HESH rounds were fielded mainly by the British Army as the main explosive round of its main battle tanks during the Cold War. It was also used by other military forces, especially those that acquired the early post-World War II British 105 mm Royal Ordnance L7A1 tank gun, including Germany, India, Israel, and Sweden.
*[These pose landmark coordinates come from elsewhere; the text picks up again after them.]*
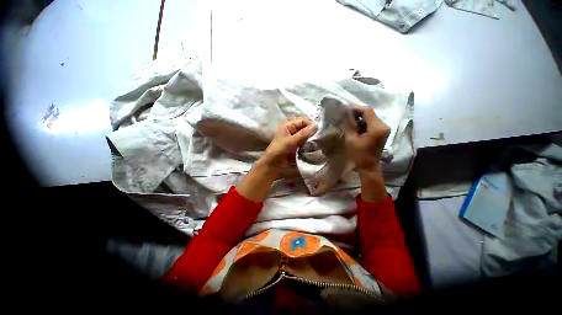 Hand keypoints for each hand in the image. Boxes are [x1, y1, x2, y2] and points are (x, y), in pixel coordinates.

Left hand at [261, 118, 317, 174]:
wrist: (273, 164)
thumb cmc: (279, 150)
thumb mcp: (290, 141)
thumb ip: (303, 134)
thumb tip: (316, 125)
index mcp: (288, 126)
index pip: (302, 121)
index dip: (310, 124)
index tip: (319, 130)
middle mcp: (292, 131)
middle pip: (305, 129)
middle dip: (312, 133)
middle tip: (320, 138)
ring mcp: (295, 140)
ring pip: (306, 137)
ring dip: (311, 140)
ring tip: (318, 144)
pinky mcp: (297, 148)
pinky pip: (306, 145)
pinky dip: (310, 146)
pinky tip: (315, 149)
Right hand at [345, 106, 389, 173]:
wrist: (368, 166)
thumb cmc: (358, 154)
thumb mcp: (351, 139)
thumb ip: (350, 124)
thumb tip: (346, 112)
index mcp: (377, 128)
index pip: (368, 111)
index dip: (357, 108)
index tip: (346, 109)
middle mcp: (384, 126)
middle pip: (370, 114)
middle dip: (358, 113)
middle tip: (346, 116)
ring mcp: (384, 129)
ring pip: (371, 118)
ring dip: (361, 119)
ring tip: (350, 122)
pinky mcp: (382, 132)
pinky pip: (373, 123)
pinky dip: (364, 123)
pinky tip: (357, 127) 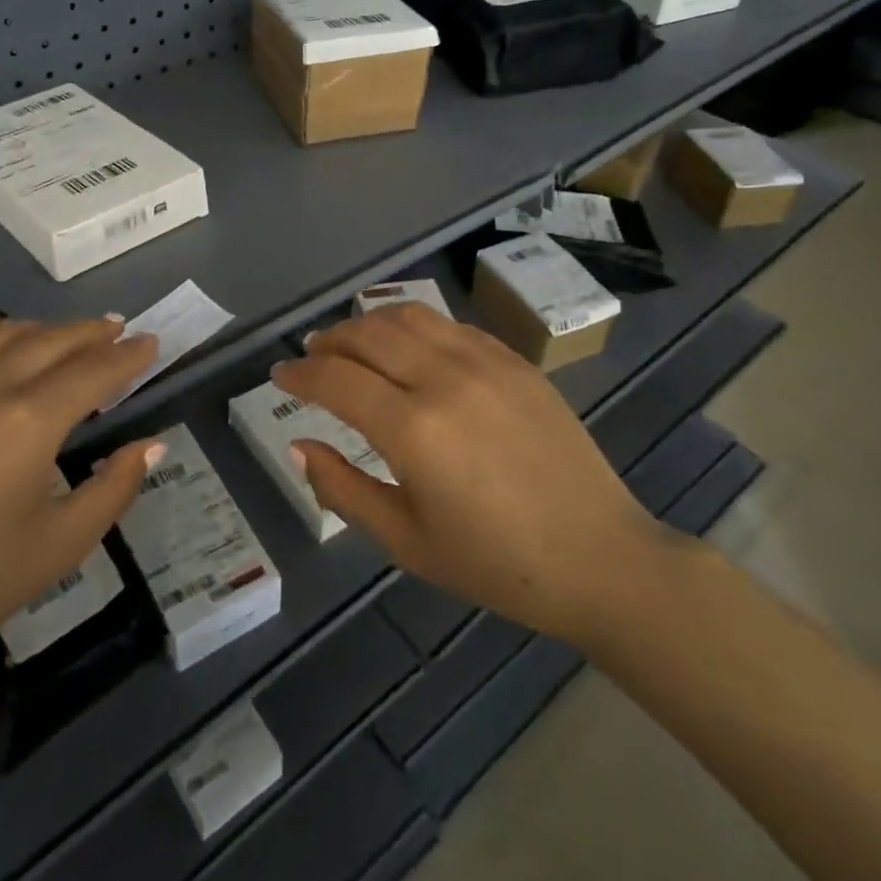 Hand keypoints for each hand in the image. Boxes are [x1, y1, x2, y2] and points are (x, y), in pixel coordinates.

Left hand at [0, 318, 161, 706]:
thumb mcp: (59, 547)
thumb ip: (115, 488)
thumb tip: (153, 444)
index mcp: (30, 419)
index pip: (95, 370)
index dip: (129, 355)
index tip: (152, 343)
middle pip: (53, 339)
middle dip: (92, 332)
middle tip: (118, 330)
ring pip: (5, 332)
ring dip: (46, 329)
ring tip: (68, 335)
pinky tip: (1, 344)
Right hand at [272, 303, 667, 645]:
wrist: (601, 558)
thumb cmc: (496, 564)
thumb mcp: (406, 541)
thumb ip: (343, 489)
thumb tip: (299, 445)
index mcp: (413, 430)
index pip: (335, 379)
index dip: (299, 373)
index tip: (279, 375)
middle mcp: (443, 379)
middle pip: (366, 335)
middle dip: (328, 340)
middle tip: (310, 355)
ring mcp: (483, 362)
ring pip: (408, 316)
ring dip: (368, 323)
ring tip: (351, 342)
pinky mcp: (513, 360)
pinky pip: (449, 325)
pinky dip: (414, 326)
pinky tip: (408, 346) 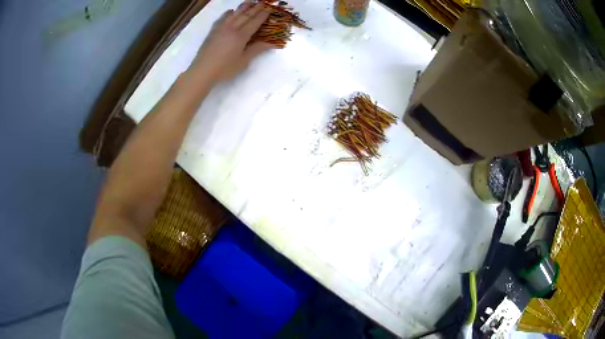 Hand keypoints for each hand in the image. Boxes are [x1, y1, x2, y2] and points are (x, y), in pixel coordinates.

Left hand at [188, 0, 272, 83]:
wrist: (203, 71)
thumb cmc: (225, 69)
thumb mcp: (244, 61)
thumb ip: (256, 50)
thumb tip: (271, 43)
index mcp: (241, 36)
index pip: (254, 22)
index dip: (262, 15)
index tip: (269, 9)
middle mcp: (232, 29)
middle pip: (245, 15)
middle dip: (255, 8)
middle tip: (262, 2)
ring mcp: (221, 29)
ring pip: (234, 14)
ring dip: (242, 7)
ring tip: (249, 1)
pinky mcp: (213, 32)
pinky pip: (221, 19)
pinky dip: (227, 14)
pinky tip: (230, 11) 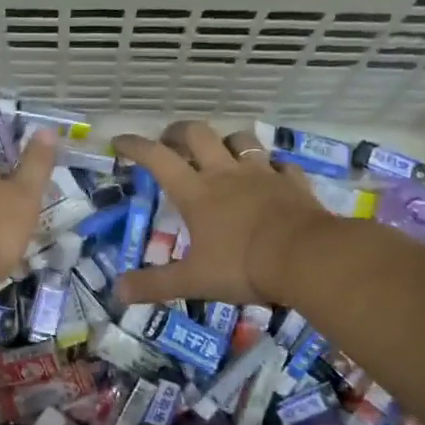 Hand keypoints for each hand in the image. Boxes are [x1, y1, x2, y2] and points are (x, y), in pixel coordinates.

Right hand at [113, 121, 329, 306]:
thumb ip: (154, 285)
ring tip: (220, 152)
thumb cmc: (243, 266)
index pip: (157, 158)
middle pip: (198, 134)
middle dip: (179, 132)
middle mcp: (226, 174)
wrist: (307, 257)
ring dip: (225, 141)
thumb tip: (117, 292)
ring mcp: (263, 174)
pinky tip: (270, 175)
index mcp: (196, 193)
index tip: (119, 141)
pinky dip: (271, 165)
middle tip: (170, 142)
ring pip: (241, 140)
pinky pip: (280, 163)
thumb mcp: (193, 280)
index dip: (135, 146)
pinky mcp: (293, 182) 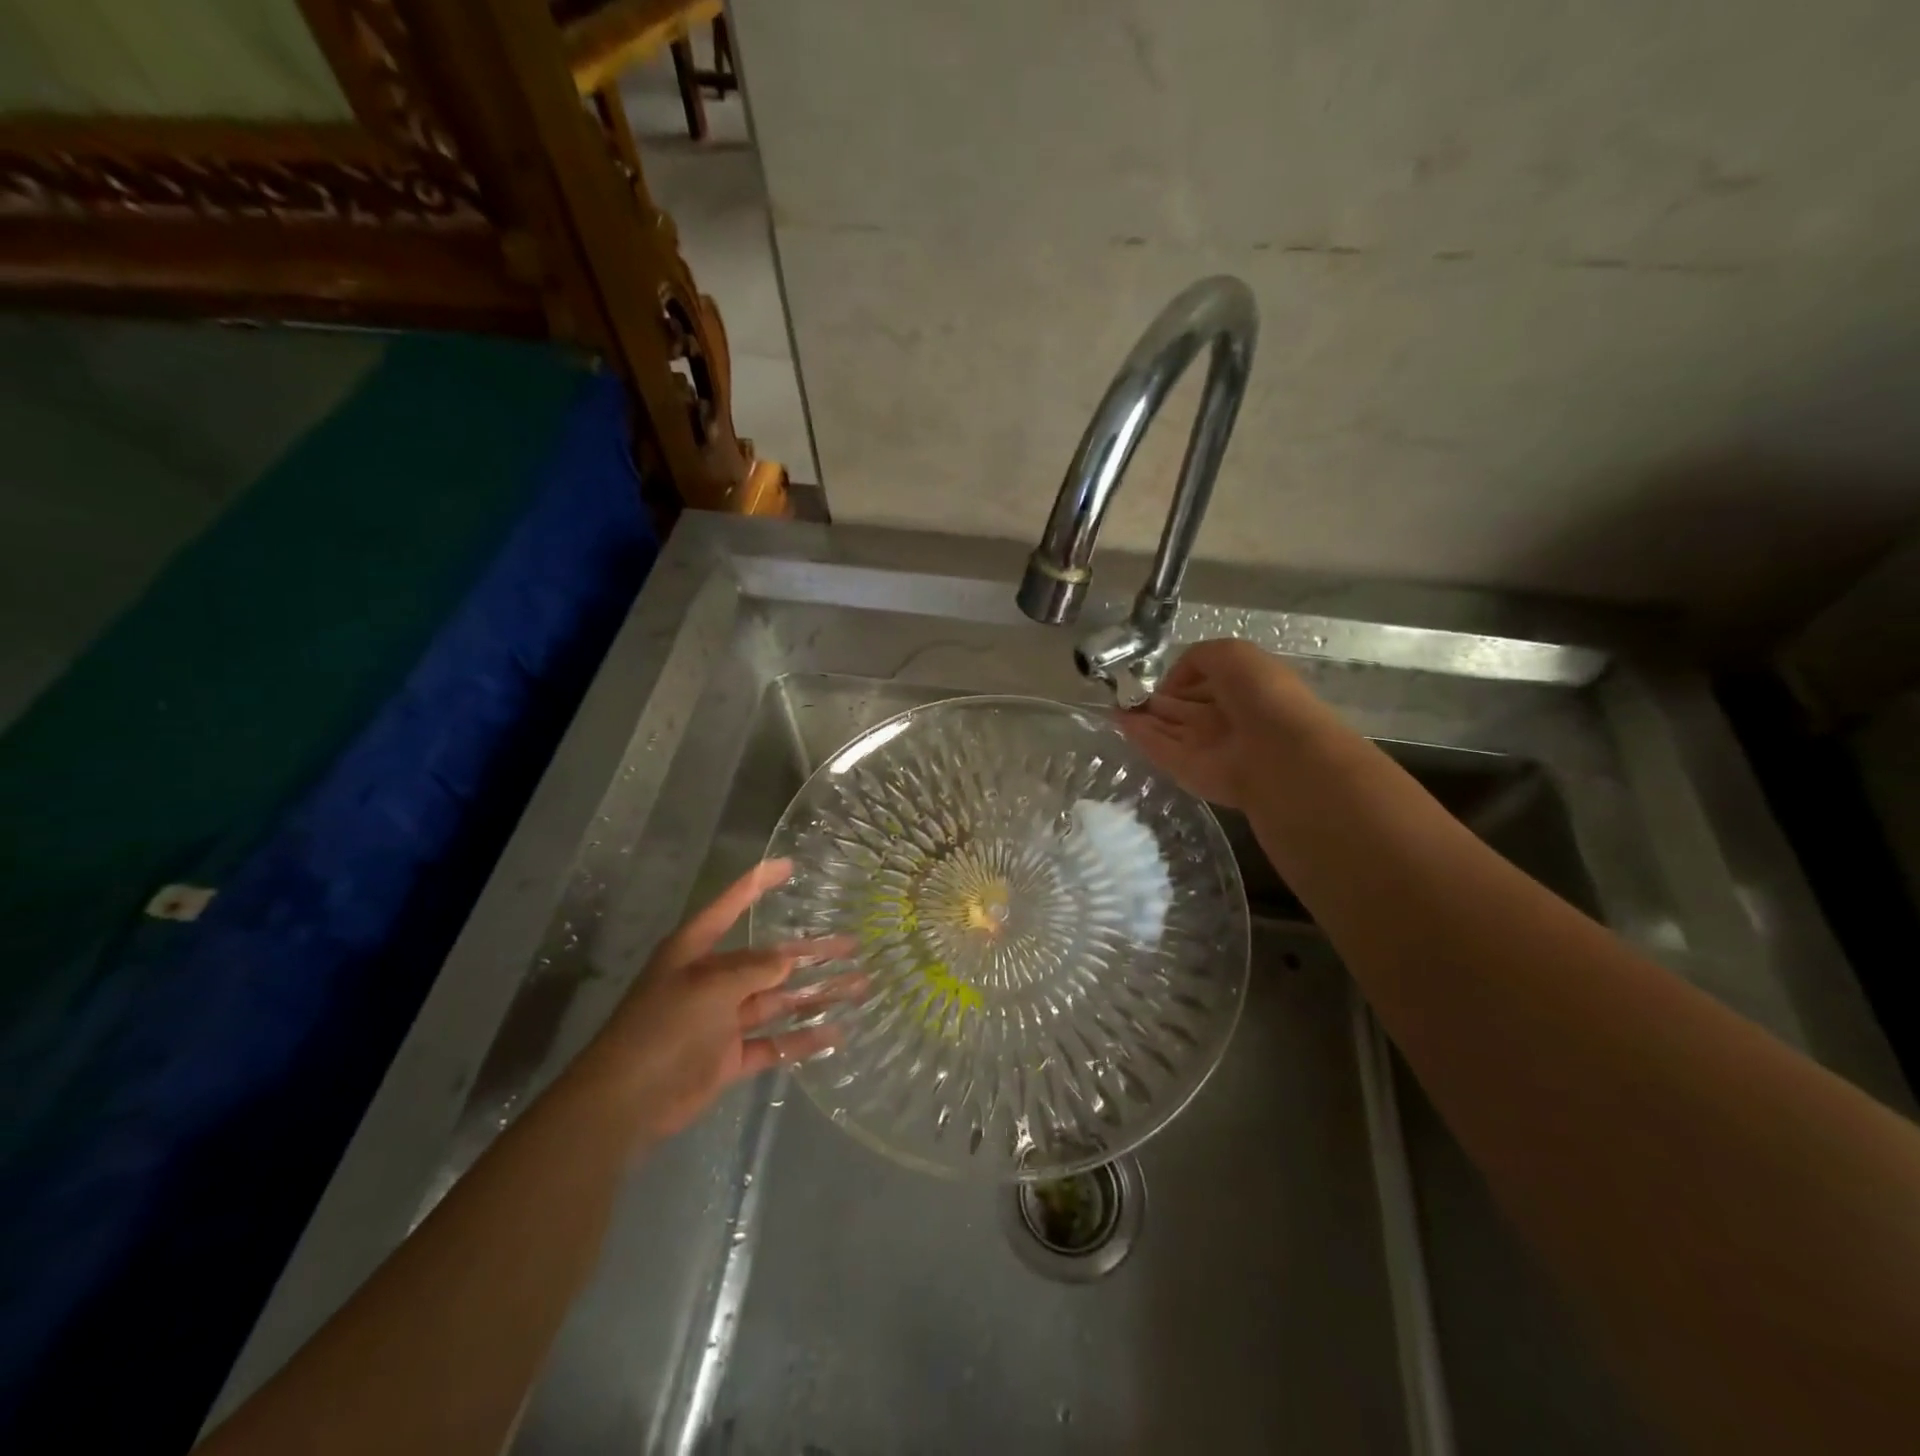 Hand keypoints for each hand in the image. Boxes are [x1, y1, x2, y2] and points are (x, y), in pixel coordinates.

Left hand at [576, 859, 860, 1142]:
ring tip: (858, 986)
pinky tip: (836, 1033)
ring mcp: (722, 1020)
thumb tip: (788, 959)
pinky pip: (773, 1043)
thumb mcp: (709, 988)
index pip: (731, 906)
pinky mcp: (729, 1057)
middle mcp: (712, 979)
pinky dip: (802, 1040)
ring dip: (815, 995)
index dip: (758, 883)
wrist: (626, 1103)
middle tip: (852, 945)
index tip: (788, 865)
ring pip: (778, 1001)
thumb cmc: (663, 1028)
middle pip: (769, 959)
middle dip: (810, 953)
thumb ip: (753, 970)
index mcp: (696, 951)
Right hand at [1117, 639, 1320, 808]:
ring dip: (1140, 716)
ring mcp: (1204, 746)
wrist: (1277, 755)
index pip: (1205, 681)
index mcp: (1242, 688)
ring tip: (1111, 702)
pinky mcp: (1186, 770)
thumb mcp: (1232, 654)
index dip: (1181, 677)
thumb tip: (1173, 682)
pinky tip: (1115, 720)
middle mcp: (1223, 717)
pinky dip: (1137, 735)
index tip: (1157, 673)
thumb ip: (1197, 658)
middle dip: (1156, 699)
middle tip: (1123, 689)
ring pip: (1167, 728)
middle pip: (1183, 707)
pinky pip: (1158, 748)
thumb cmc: (1262, 695)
Since the 1980s, HESH ammunition has increasingly lost favour as armour designs have trended towards layered composites of hard metal and heat-resistant materials. This type of armour conducts shock waves poorly. Anti-spalling devices (spall liners), made of materials such as Kevlar, are commonly fitted to the interior surface of modern armoured vehicles to minimise spalling effects. Another reason for the declining use of HESH rounds is the preference of most armies using smoothbore guns due to the usage of powerful armour-piercing fin-stabilized discarding sabot, which would significantly decrease the rifled gun's barrel life.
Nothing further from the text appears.